Historians and visionaries differ primarily in the direction of their gaze and the degree of certainty surrounding their work. Historians work with facts (or they should), while visionaries massage ideas; so this is a history about some local visionaries.
In about 1846, David Drake established both a sawmill and a gristmill on the site of what is now Crystal Lake, cleverly naming it Drake’s Mill. Records imply that it was located south of what is now Highway 33. Drake’s Mill was a flourishing business for a number of years, at least to the extent one could flourish in the grist business in those days.
Dr. George Swan bought property on the east edge of the pond in 1889, establishing a resort, which he named Crystal Lake. The resort included a pavilion, walking trails, refreshment stands and good fishing, the latter no doubt a stocked contrivance to attract guests. Men were certainly drawn to women who appeared to enjoy fishing, and those equipped with a boat were no doubt the most attractive.
The resort did well for several decades, but over time local demand grew for a community swimming pool. Early in 1930 the Beaver Dam Kiwanis Club, then four years old, began gathering support for a pool from area individuals, businesses and organizations. Support was sufficient for the Kiwanis Club to take an option on 18 acres and later form the Crystal Lake Recreation Company, its principal members including E.C. Dowe, C.A. Starkweather, A.A.Volkman, L.E.Martin, Cecil White, A.H.Luedke and Edward Jacobs. In August they exercised the option and bought the land from the Crystal Lake Ice Company for $5,250 or roughly $69,000 today.
During the depression, labor was readily available, thus a number of area unemployed worked to develop the beach area in the spring of 1931, opening on June 21. Lights were added and the beach remained open 24-7 during a very hot and dry summer. Fundraisers were held periodically to help retire the debt. Sand and trees were added later, and by the time it was largely completed, the community had about $25,000 invested, a princely sum for the time and about equal to what was spent to build the Williams Free Library.
A contest was held to name the newly developed beach; the winning entry penned by one Marguerite Dunlap, a student at Hillcrest School, later known as Wayland Academy. Her submission was Minne Wonka or place of happiness and contentment beside the waters (coincidentally a suitable depiction of this writer’s golf experience – save the happiness and contentment parts).
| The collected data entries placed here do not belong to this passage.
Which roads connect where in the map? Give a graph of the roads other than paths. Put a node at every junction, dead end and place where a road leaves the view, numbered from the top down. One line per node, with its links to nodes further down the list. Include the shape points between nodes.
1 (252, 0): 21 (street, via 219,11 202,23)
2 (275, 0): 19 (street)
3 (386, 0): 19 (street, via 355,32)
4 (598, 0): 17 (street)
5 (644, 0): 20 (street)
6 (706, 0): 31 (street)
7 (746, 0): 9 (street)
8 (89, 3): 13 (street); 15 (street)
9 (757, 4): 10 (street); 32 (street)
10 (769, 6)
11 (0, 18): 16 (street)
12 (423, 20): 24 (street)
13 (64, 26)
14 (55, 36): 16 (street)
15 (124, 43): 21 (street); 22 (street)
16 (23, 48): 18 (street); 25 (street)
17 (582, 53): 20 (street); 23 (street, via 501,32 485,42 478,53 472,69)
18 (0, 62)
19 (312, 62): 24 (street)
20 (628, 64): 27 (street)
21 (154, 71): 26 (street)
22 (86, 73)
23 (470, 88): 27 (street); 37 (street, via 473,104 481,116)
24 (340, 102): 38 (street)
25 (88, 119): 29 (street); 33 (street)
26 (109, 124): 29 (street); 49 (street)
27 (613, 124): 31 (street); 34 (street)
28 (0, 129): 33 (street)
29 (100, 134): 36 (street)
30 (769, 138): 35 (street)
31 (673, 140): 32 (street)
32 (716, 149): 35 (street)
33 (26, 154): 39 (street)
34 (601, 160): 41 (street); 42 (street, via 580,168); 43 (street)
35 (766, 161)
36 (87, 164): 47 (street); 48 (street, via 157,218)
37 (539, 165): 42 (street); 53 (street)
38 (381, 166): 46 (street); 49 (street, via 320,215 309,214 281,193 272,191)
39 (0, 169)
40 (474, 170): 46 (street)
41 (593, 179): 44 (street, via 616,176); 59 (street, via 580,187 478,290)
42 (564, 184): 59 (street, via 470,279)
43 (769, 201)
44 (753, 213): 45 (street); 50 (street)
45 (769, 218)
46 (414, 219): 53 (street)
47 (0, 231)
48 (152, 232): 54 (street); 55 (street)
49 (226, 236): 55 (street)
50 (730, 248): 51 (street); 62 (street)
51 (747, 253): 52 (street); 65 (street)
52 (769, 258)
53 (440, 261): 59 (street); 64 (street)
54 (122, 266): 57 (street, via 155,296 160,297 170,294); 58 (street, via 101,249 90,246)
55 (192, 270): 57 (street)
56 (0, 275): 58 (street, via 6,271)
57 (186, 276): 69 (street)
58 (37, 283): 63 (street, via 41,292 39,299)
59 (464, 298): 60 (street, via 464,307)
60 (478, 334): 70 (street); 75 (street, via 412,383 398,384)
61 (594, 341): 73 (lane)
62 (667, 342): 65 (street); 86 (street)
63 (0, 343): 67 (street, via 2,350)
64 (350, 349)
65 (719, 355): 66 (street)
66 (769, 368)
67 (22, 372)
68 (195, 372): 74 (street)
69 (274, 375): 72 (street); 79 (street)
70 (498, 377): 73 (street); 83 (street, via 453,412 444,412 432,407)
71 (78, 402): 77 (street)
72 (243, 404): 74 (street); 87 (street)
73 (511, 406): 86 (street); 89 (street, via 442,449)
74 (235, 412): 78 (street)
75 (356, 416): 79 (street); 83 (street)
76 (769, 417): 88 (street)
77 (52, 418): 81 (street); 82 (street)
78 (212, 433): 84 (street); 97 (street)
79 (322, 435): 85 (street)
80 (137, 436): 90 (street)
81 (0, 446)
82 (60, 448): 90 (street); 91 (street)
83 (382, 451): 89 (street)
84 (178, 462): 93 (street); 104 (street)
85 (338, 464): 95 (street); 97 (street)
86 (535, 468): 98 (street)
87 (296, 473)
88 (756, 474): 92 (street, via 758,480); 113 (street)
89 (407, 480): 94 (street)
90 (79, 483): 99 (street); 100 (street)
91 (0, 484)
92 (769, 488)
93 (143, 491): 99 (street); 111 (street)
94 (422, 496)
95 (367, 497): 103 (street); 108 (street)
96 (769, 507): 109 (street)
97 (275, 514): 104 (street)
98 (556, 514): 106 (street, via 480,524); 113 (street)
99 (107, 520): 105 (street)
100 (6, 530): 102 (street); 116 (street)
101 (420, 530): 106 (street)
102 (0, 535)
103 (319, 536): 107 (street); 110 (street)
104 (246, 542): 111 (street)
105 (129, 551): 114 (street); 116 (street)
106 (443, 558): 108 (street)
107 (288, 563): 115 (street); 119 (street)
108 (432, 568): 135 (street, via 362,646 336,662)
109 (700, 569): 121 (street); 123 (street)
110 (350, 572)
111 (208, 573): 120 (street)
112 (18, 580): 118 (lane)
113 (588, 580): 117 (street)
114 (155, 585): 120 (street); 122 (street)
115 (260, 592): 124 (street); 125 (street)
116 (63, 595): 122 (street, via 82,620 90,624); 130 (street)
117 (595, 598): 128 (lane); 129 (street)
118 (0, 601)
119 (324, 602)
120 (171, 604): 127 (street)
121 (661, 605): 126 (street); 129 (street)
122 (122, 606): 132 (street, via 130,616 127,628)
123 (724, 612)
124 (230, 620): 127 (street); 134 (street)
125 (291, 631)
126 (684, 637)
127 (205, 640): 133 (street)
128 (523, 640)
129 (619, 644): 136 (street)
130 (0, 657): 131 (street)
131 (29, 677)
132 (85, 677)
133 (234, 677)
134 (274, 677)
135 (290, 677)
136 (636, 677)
For the next eleven years the Kiwanis Club and others continued to make improvements at the beach and raise additional funds to retire the debt. In 1942, the American Legion contributed a final amount sufficient to pay off the debt. Having then grown to some 43 acres, it was deeded to the City of Beaver Dam on January 6, 1942, the same day President Franklin D. Roosevelt delivered a State of the Union address in which he proposed massive spending to battle the nation’s deepening economic depression.
Use of the beach and bathhouse was free to children, and the work of many area citizens and organizations made that possible. Twenty-seven more years passed without major improvements, and in 1969, the City of Beaver Dam invested in some major improvements to the facilities, including a new beach house, parking lot lights and landscaping.
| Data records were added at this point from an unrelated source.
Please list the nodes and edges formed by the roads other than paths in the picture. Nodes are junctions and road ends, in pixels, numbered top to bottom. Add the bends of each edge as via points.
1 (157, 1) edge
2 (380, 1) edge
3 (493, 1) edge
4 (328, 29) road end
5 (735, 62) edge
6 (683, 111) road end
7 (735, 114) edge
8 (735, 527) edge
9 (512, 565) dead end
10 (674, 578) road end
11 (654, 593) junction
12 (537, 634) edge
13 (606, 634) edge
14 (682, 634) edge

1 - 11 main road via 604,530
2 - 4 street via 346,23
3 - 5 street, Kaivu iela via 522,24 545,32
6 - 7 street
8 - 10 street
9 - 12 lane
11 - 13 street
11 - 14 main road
My siblings and I learned to swim at that beach, spending many an early June morning with a cohort of similarly skinny rascals, feigning a talent for swimming and wondering if the water would ever warm up. We did note, albeit discreetly, that the instructor wore a sweatshirt or two and drank hot coffee from her perch on the pier. Ah, back in the day.
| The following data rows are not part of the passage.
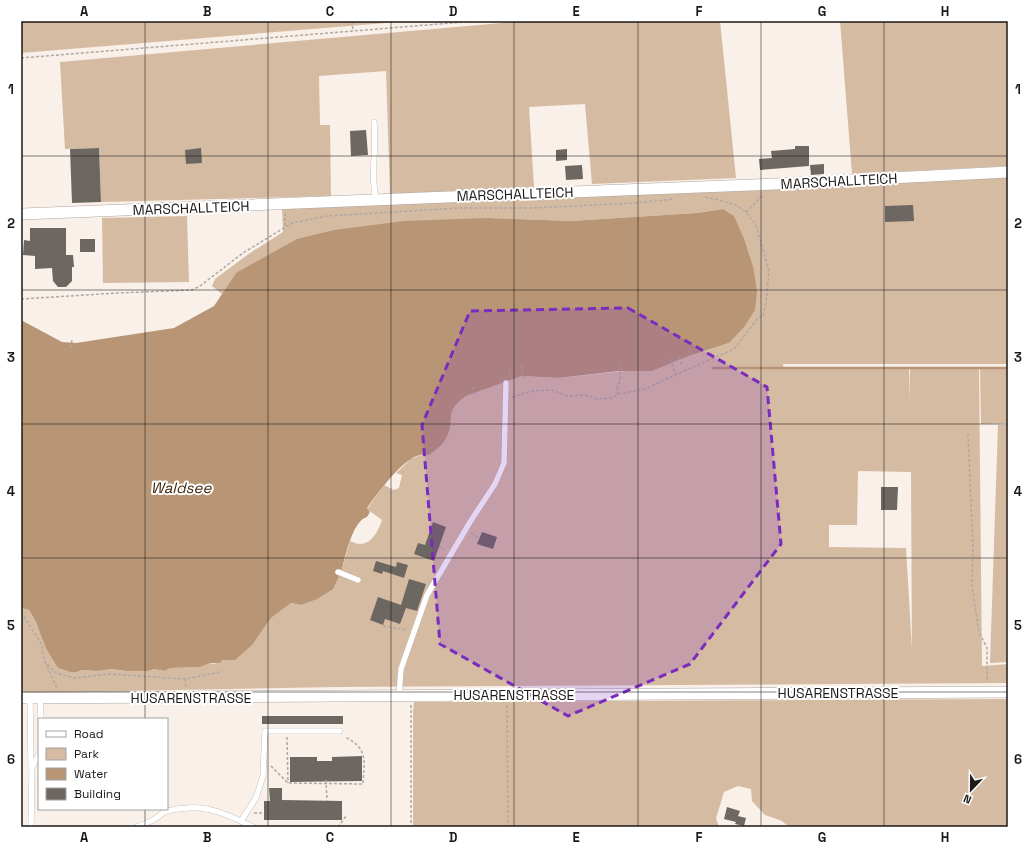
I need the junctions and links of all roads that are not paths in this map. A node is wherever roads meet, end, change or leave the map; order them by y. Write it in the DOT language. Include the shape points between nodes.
graph roads {
  1 [pos="374,122"];
  2 [pos="1008,172"];
  3 [pos="376,200"];
  4 [pos="22,214"];
  5 [pos="509,383"];
  6 [pos="338,572"];
  7 [pos="358,580"];
  8 [pos="1008,692"];
  9 [pos="398,696"];
  10 [pos="30,698"];
  11 [pos="40,718"];
  12 [pos="340,732"];
  13 [pos="38,756"];
  14 [pos="32,768"];
  15 [pos="166,810"];
  16 [pos="168,810"];
  17 [pos="241,821"];
  18 [pos="31,827"];
  19 [pos="137,827"];
  20 [pos="253,827"];
  1 -- 3 [label="lane" via="376,138 373,176"];
  2 -- 3 [label="street, MARSCHALLTEICH"];
  3 -- 4 [label="street, MARSCHALLTEICH"];
  5 -- 9 [label="lane" via="504,463 495,484 427,595 401,669"];
  6 -- 7 [label="lane"];
  8 -- 9 [label="street, HUSARENSTRASSE"];
  9 -- 10 [label="street, HUSARENSTRASSE"];
  10 -- 11 [label="lane"];
  10 -- 14 [label="lane"];
  12 -- 17 [label="lane" via="265,731 263,776 256,798"];
  13 -- 14 [label="lane"];
  14 -- 18 [label="lane"];
  15 -- 19 [label="lane" via="153,820"];
  16 -- 17 [label="lane" via="197,808 228,815"];
  17 -- 20 [label="lane"];
}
Importantly, this story isn’t about a beach. It’s much bigger than that. It’s about the power of vision and an ability to marshal forces to make good things happen. It’s about understanding that when it comes to community, the whole can be greater than the sum of its parts. It’s about believing in the possible rather than fretting the seemingly impossible. In the midst of the Great Depression, big thinkers stood up and made some very good things happen. That thinking got us here, and similar thinking will shape our future.